Dataset entries
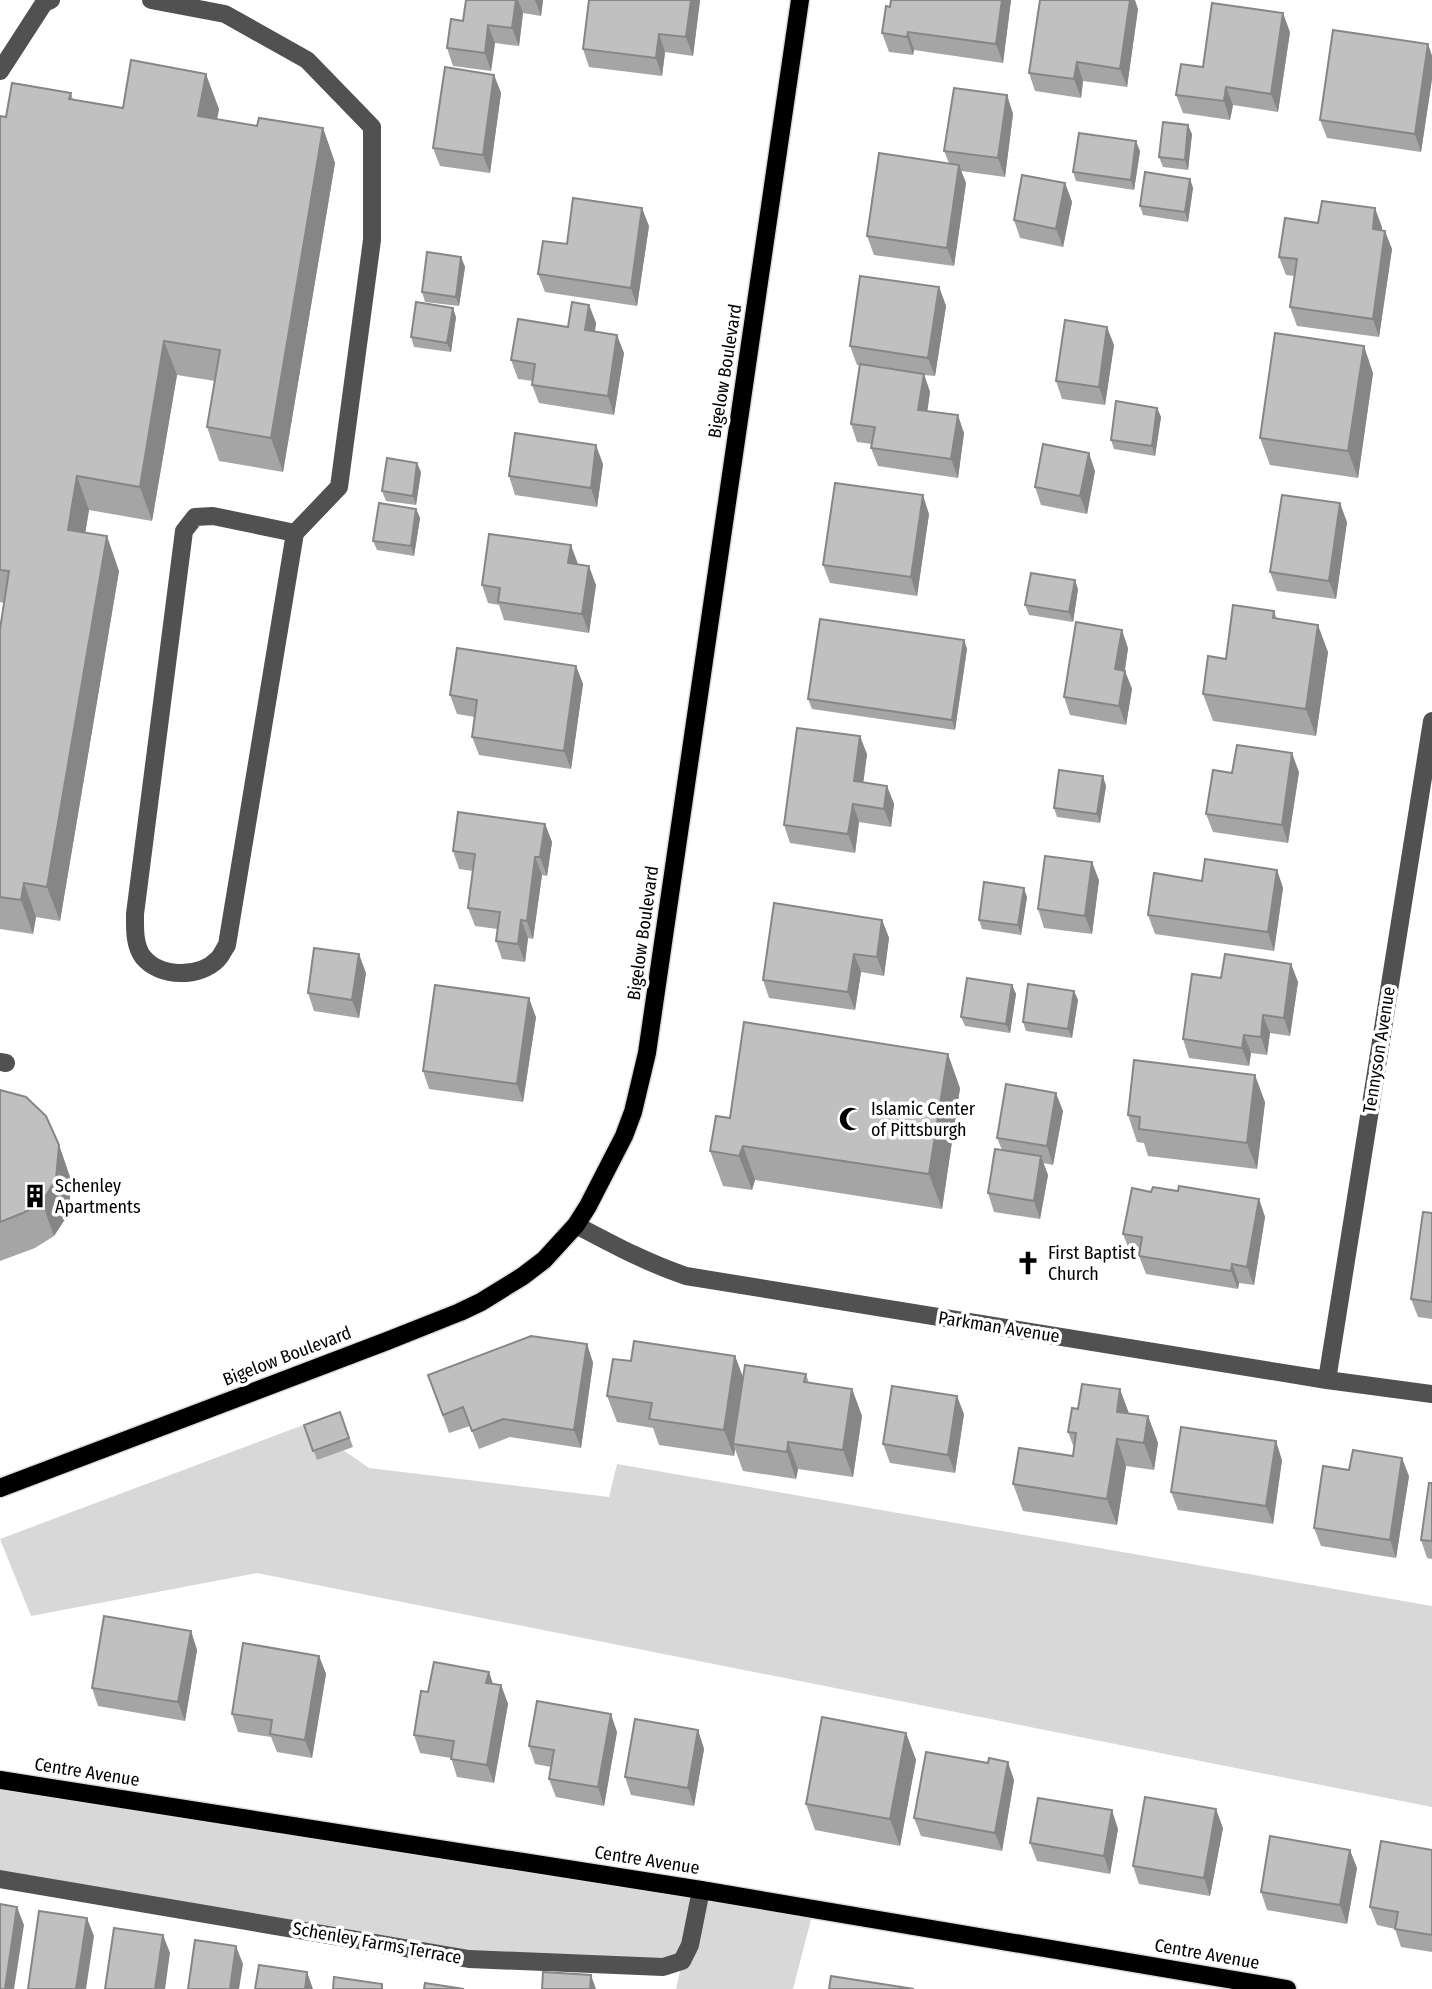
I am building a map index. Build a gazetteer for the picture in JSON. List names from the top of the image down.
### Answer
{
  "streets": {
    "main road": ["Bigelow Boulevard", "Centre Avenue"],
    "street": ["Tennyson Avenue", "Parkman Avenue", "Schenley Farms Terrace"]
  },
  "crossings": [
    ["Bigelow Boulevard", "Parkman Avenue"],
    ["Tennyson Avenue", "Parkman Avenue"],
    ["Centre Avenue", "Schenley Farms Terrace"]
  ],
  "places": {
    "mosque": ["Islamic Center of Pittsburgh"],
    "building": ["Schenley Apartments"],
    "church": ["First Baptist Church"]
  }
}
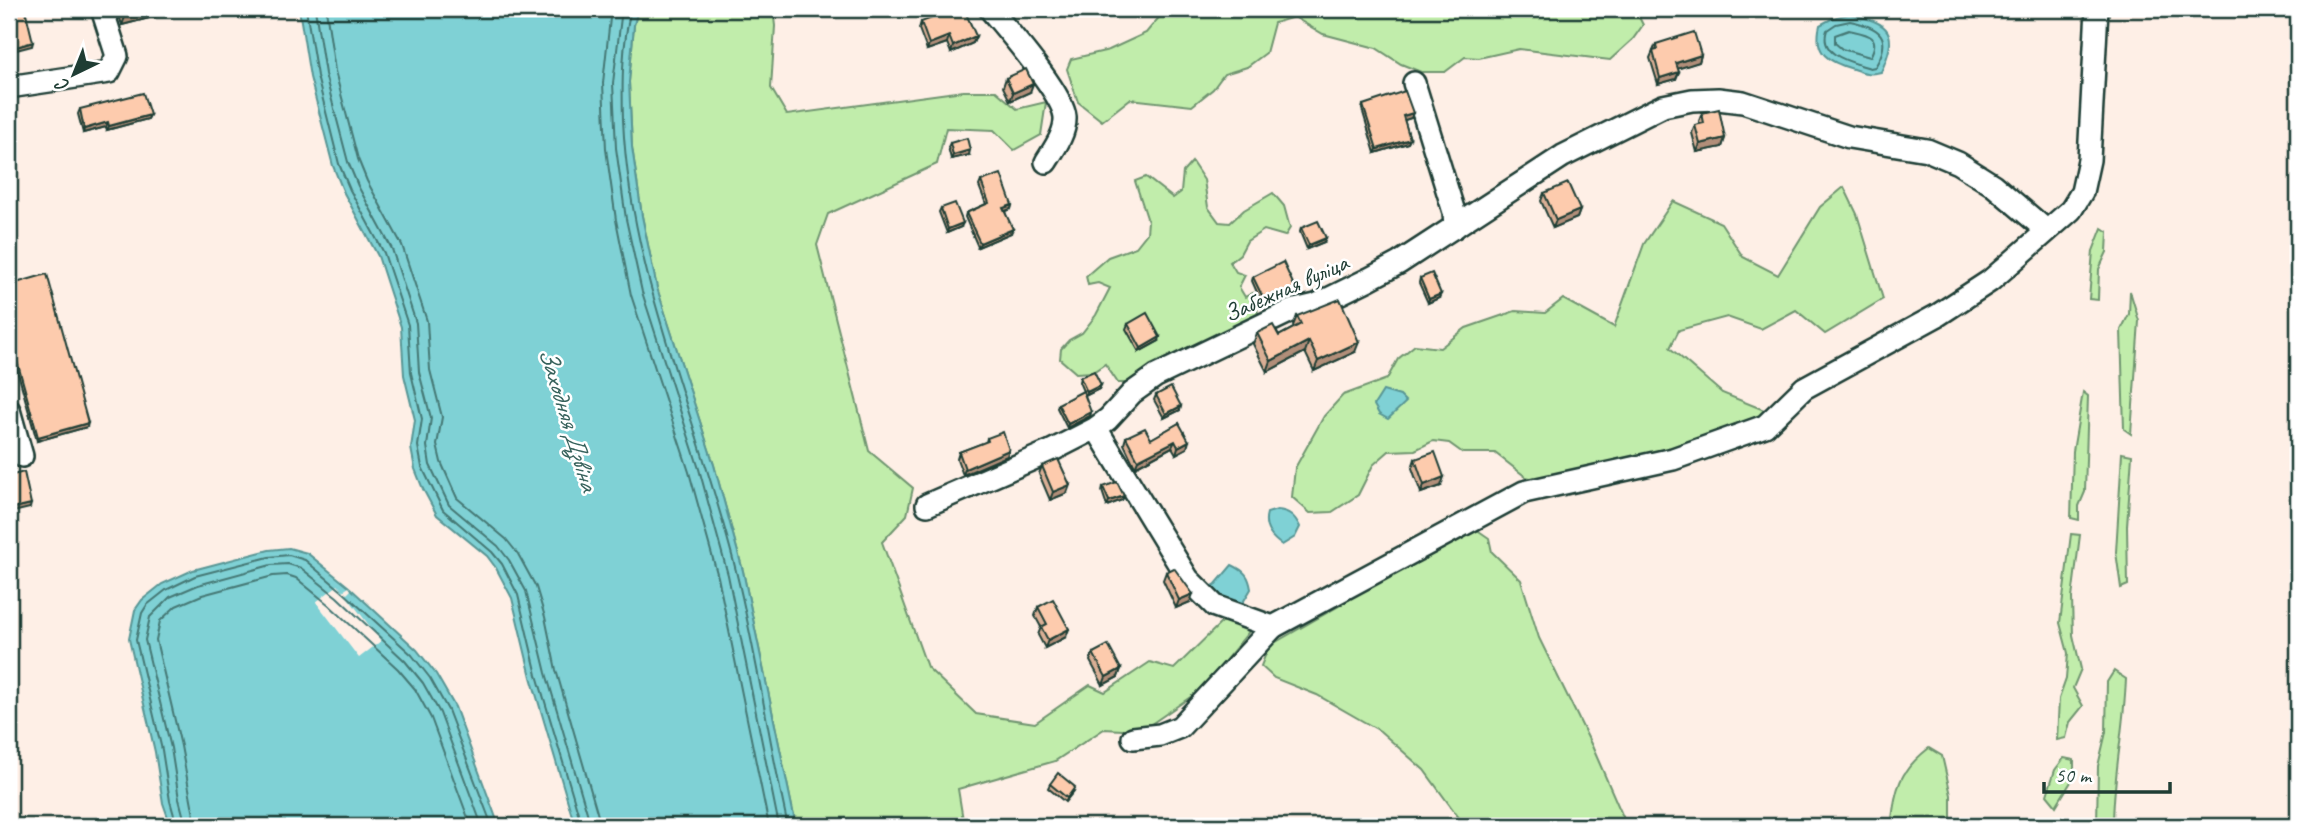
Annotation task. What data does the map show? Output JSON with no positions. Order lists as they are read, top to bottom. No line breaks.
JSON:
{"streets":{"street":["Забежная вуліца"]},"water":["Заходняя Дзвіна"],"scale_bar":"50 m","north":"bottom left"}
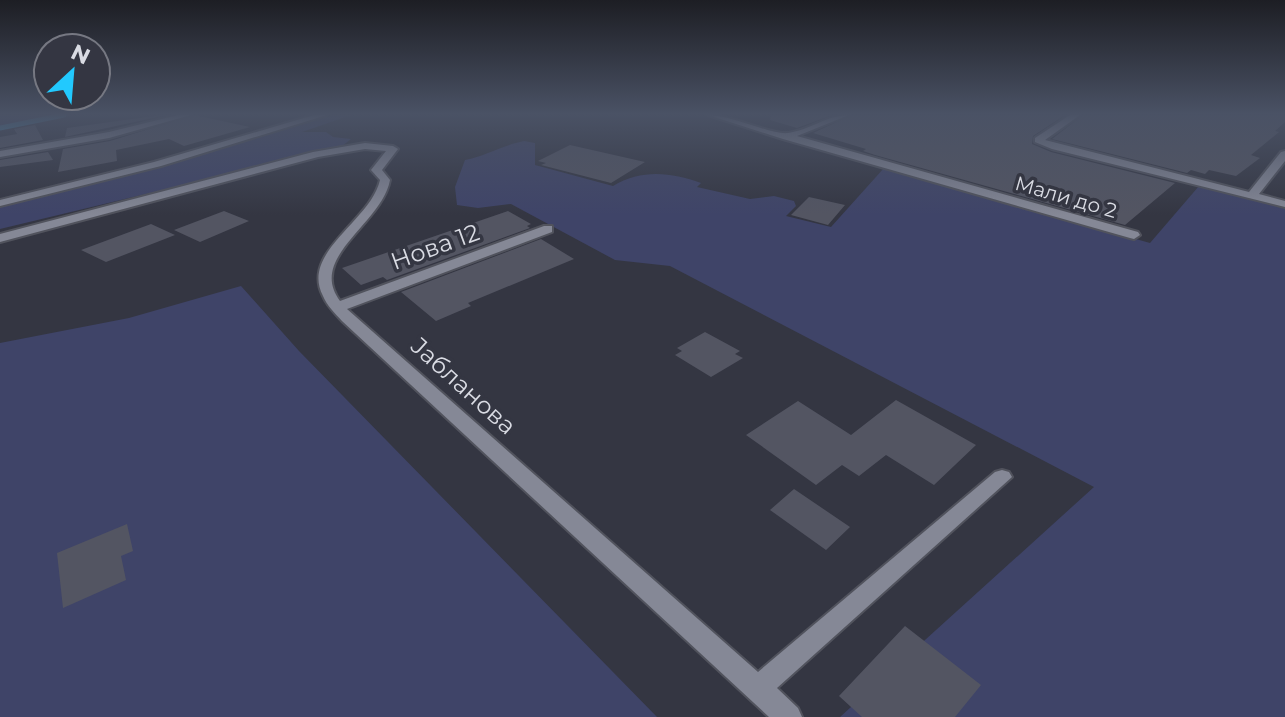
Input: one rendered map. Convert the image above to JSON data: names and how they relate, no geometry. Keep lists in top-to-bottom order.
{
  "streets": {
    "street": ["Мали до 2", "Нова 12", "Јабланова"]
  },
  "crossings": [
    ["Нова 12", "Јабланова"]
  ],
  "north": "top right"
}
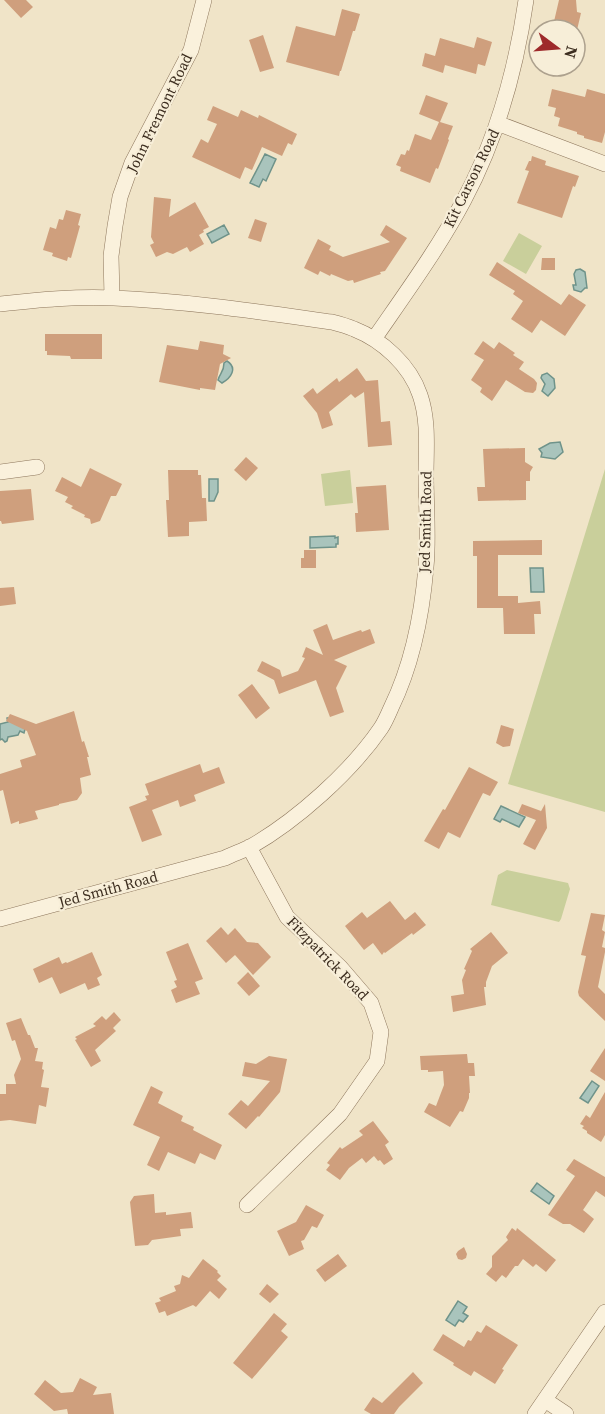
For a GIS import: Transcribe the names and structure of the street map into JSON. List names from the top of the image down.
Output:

§ Exercise details: With the line containing "For a GIS import: Transcribe" as the start and the last line of the entries as the end, print that whole span exactly.

§ Solved problem:
For a GIS import: Transcribe the names and structure of the street map into JSON. List names from the top of the image down.
Output:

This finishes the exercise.